-- SUPPLIED ENTRIES follows --
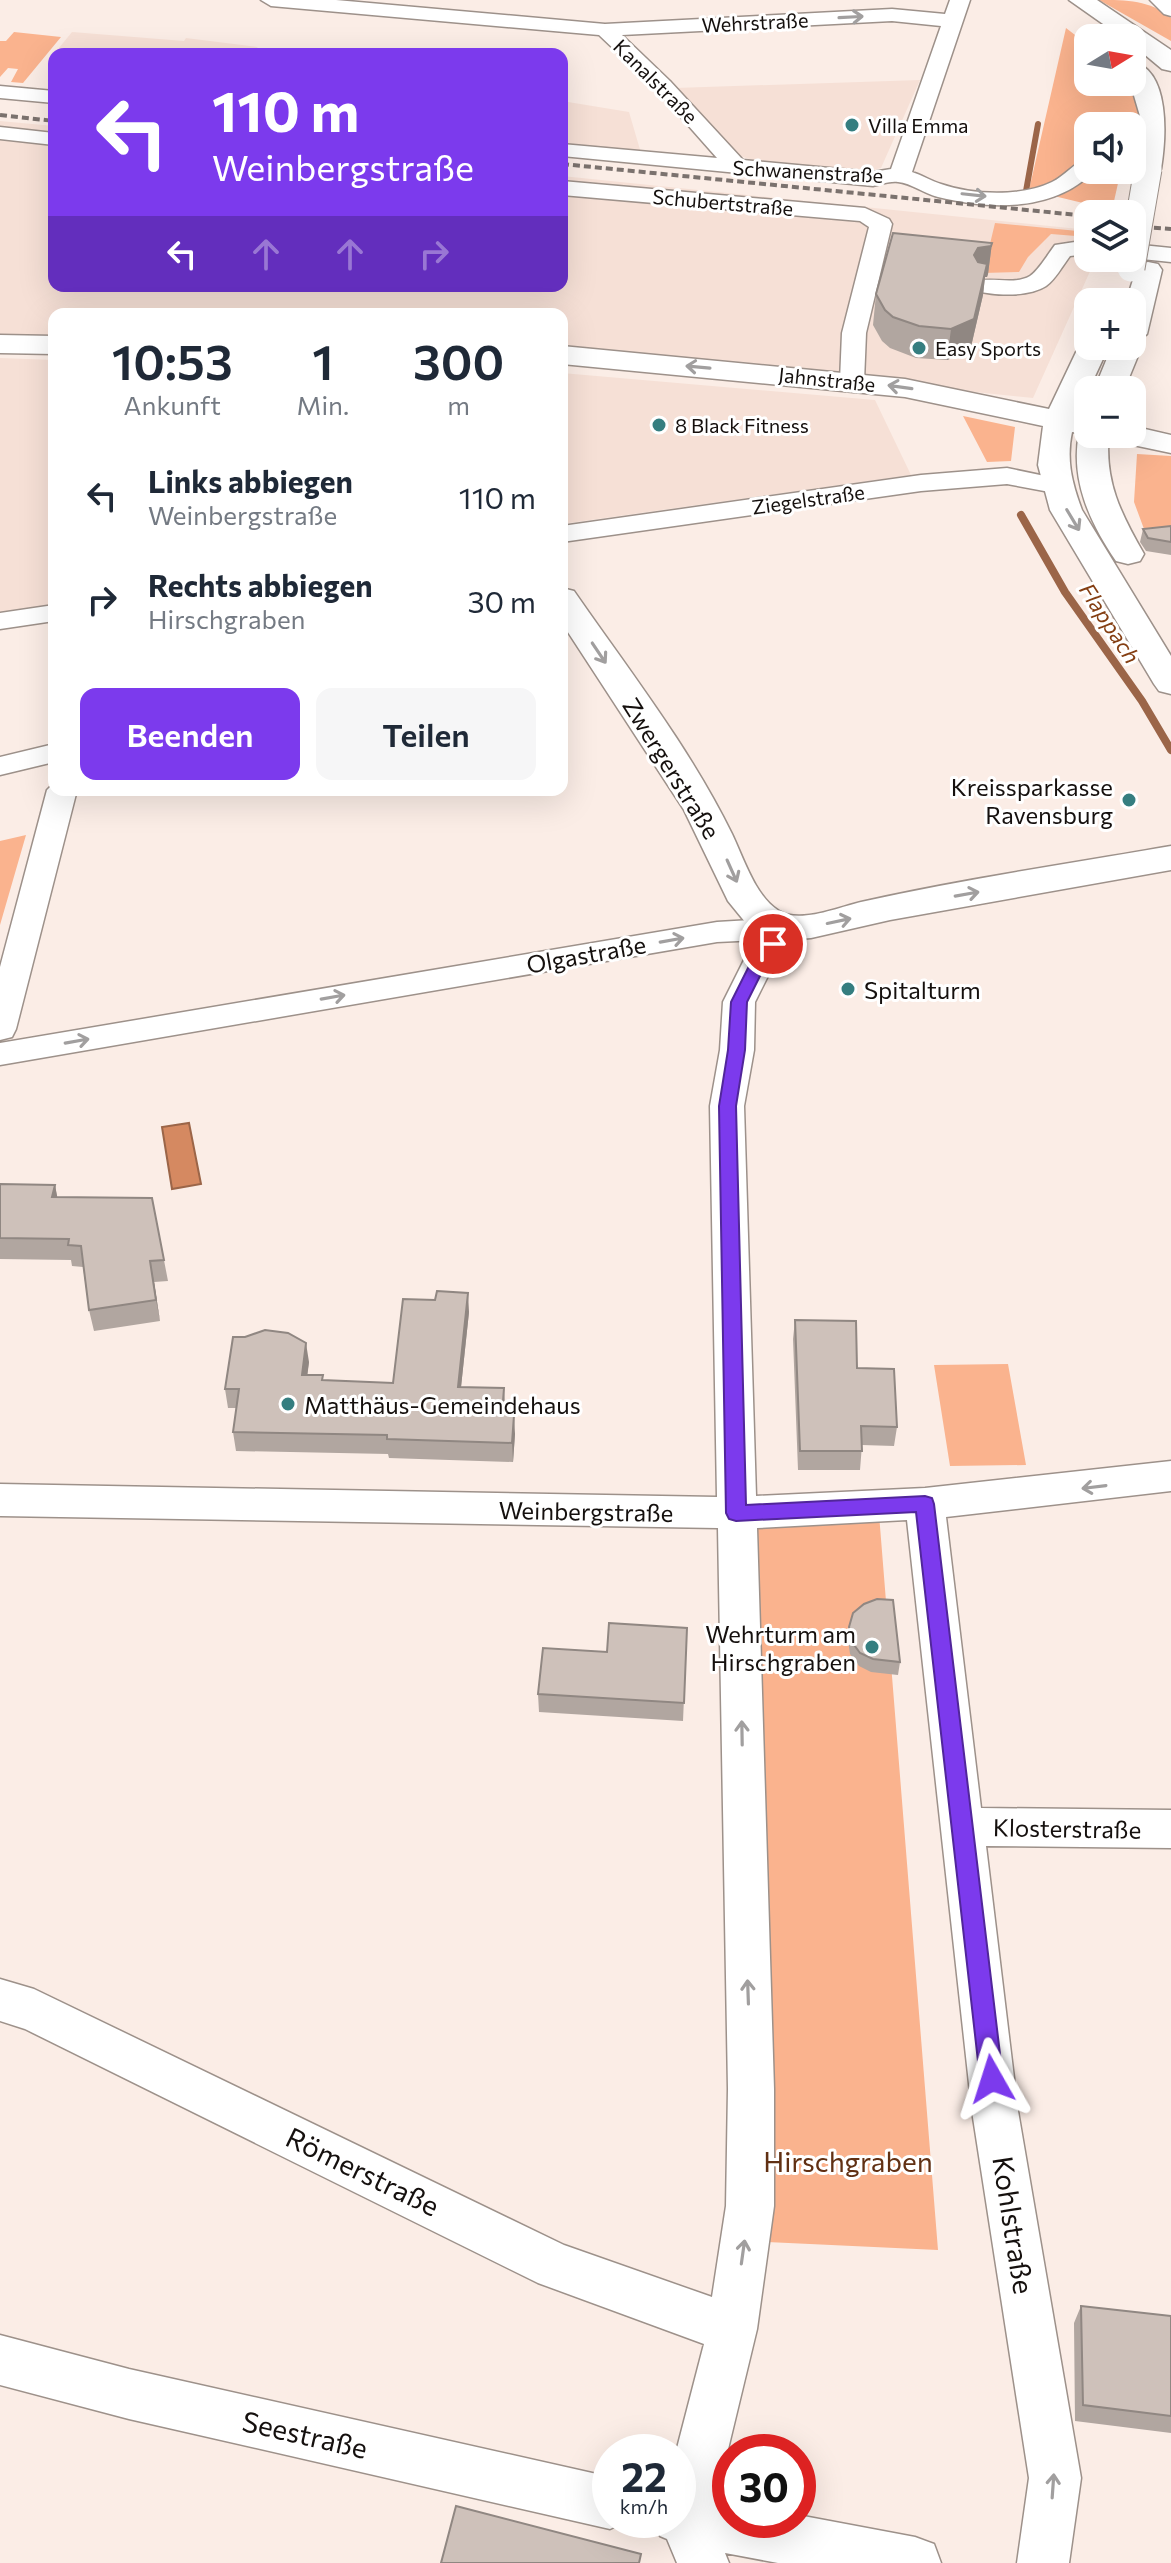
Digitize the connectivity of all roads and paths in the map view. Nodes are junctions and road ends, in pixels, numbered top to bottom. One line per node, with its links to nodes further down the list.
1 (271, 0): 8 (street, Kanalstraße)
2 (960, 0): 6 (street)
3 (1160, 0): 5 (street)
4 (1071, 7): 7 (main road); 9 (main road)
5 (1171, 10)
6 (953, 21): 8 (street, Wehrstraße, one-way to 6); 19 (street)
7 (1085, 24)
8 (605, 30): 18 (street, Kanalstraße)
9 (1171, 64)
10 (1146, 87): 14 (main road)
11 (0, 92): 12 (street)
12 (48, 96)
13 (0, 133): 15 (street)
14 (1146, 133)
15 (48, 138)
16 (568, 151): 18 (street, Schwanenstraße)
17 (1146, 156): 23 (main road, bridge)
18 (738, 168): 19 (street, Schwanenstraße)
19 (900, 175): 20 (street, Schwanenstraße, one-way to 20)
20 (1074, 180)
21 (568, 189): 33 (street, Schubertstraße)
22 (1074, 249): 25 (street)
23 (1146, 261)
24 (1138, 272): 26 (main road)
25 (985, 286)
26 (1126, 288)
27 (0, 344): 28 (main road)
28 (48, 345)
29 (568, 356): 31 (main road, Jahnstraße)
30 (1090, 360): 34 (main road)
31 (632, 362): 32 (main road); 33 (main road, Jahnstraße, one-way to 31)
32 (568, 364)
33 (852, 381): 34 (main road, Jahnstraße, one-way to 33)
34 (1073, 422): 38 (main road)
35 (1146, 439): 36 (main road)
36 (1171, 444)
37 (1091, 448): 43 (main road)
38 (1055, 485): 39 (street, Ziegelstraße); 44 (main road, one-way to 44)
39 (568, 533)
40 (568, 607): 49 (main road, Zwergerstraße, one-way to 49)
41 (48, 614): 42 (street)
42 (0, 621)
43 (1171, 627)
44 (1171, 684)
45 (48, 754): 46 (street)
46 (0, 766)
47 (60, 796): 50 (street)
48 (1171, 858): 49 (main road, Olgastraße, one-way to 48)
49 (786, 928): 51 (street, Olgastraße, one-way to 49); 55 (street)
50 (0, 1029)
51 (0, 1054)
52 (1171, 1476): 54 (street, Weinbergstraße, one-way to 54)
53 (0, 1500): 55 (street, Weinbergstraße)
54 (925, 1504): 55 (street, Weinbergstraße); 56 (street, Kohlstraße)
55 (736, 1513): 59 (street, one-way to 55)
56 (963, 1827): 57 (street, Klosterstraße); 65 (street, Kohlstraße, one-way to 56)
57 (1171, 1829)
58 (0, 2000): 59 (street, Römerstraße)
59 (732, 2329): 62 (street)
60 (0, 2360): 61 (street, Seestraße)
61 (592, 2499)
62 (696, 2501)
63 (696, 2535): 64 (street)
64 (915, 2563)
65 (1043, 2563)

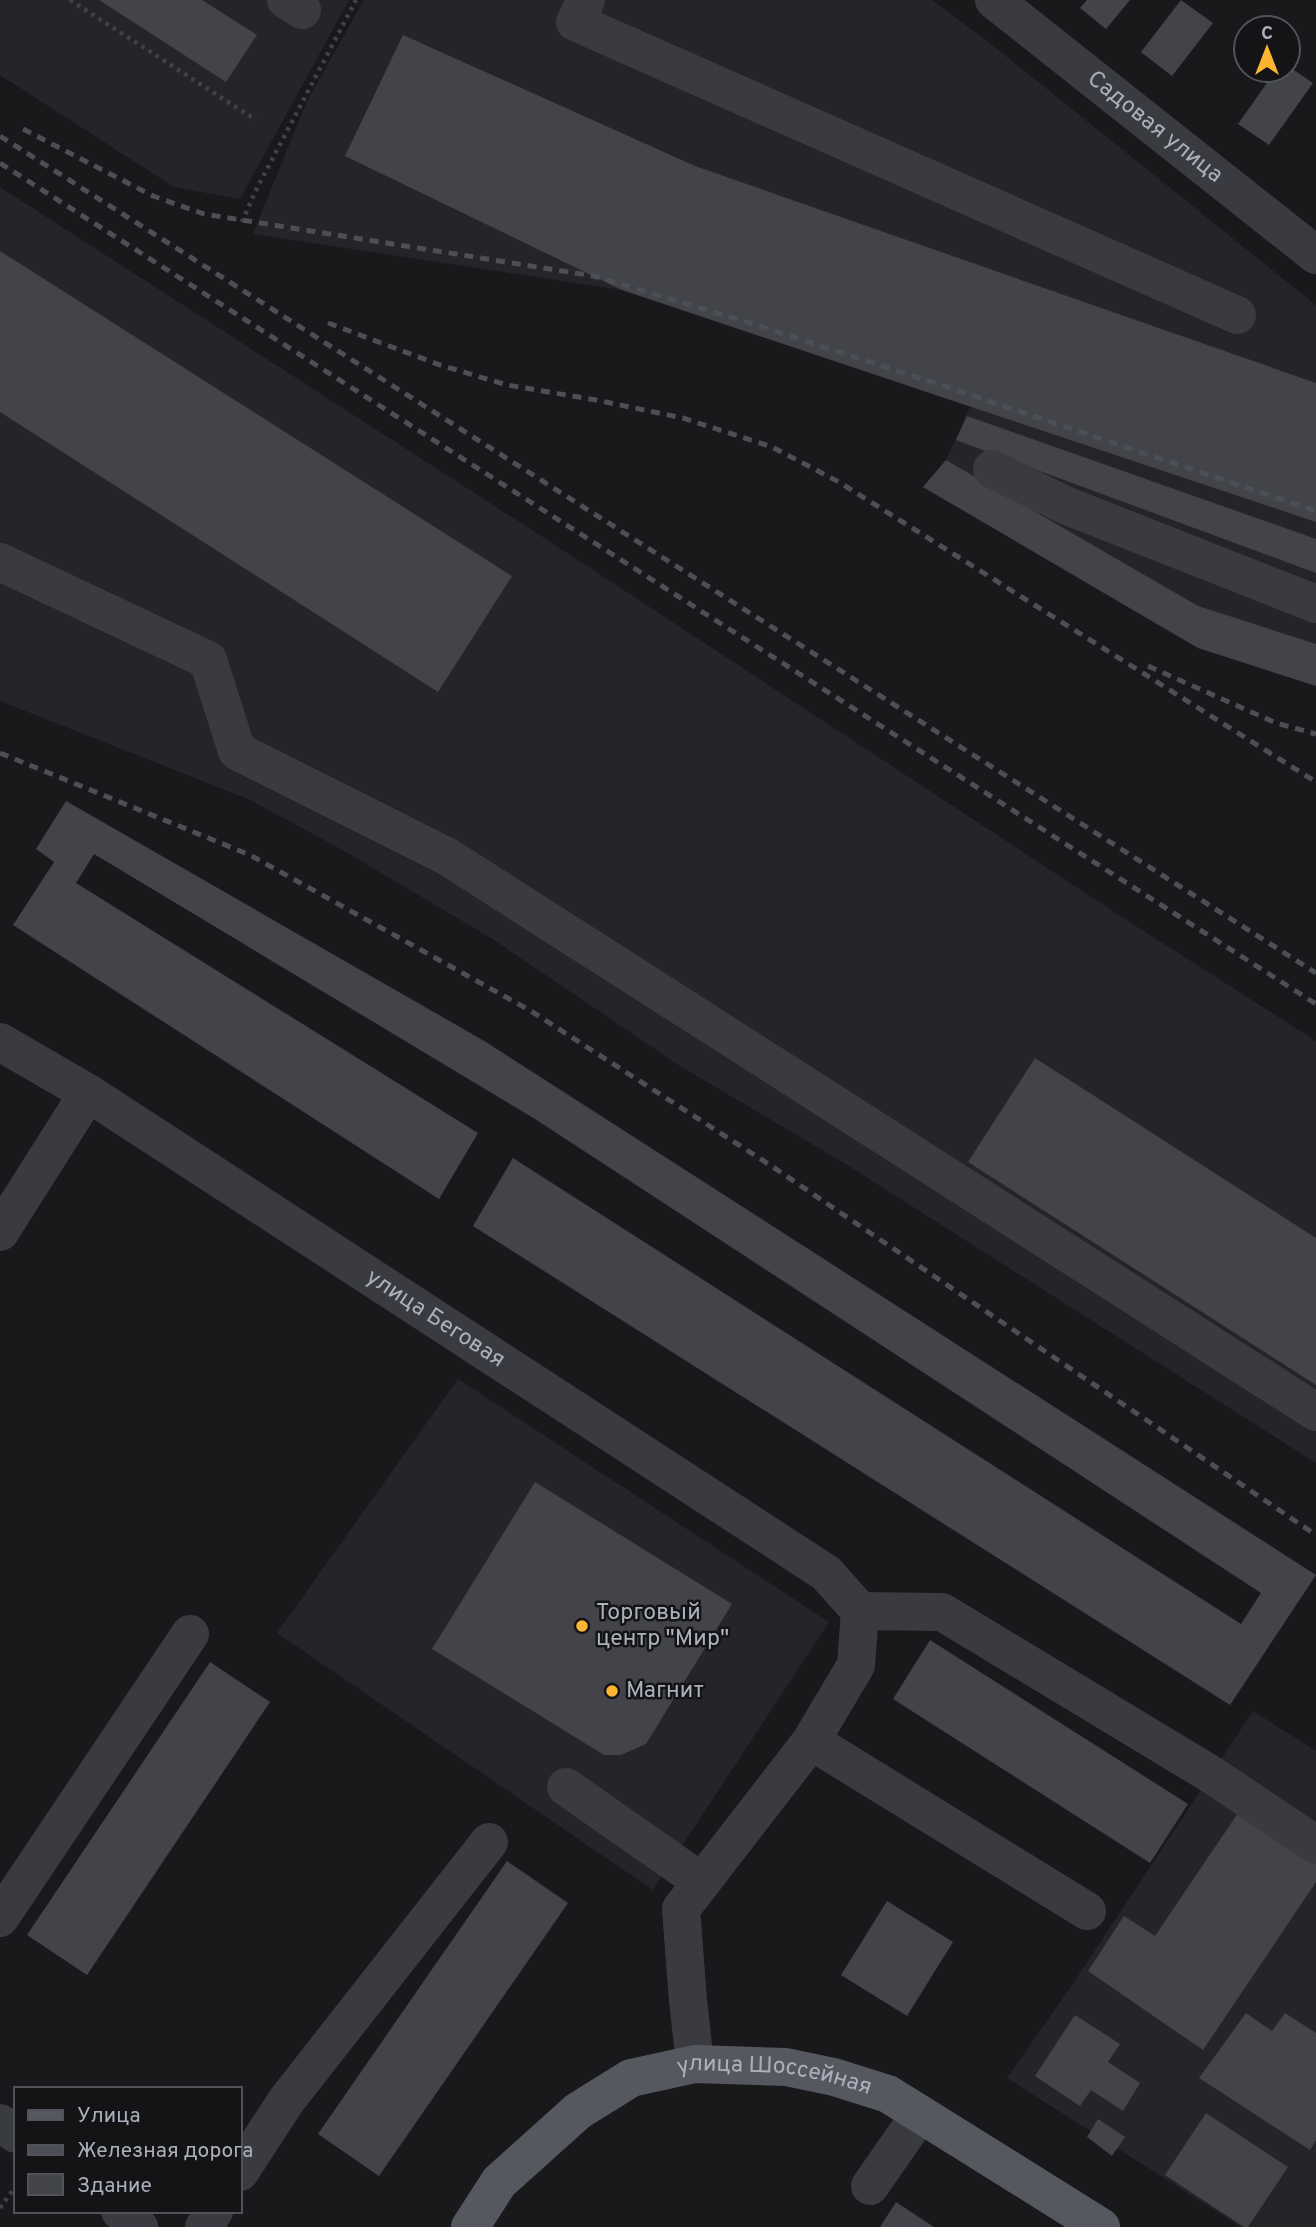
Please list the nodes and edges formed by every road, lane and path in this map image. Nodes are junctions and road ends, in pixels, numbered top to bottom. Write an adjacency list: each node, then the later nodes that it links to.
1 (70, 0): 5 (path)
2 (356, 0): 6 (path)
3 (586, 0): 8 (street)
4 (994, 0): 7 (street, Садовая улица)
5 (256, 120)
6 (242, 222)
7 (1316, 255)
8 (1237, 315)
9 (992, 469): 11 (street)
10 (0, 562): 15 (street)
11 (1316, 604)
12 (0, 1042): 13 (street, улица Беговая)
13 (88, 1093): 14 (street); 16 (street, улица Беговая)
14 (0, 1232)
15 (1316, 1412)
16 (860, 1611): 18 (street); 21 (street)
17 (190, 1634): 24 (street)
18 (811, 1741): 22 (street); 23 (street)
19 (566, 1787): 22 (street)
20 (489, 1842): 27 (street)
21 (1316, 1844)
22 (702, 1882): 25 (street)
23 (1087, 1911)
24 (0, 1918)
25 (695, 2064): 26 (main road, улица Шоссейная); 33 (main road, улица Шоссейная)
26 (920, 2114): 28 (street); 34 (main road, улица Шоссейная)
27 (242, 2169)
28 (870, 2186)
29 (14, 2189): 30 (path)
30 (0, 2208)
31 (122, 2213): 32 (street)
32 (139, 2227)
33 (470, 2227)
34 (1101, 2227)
-- SUPPLIED ENTRIES concluded --
YOUR INSTRUCTIONS: Which lines of the data contain the string "Weinbergstraße"? Copy each of them.

REPLY:
52 (1171, 1476): 54 (street, Weinbergstraße, one-way to 54)
53 (0, 1500): 55 (street, Weinbergstraße)
54 (925, 1504): 55 (street, Weinbergstraße); 56 (street, Kohlstraße)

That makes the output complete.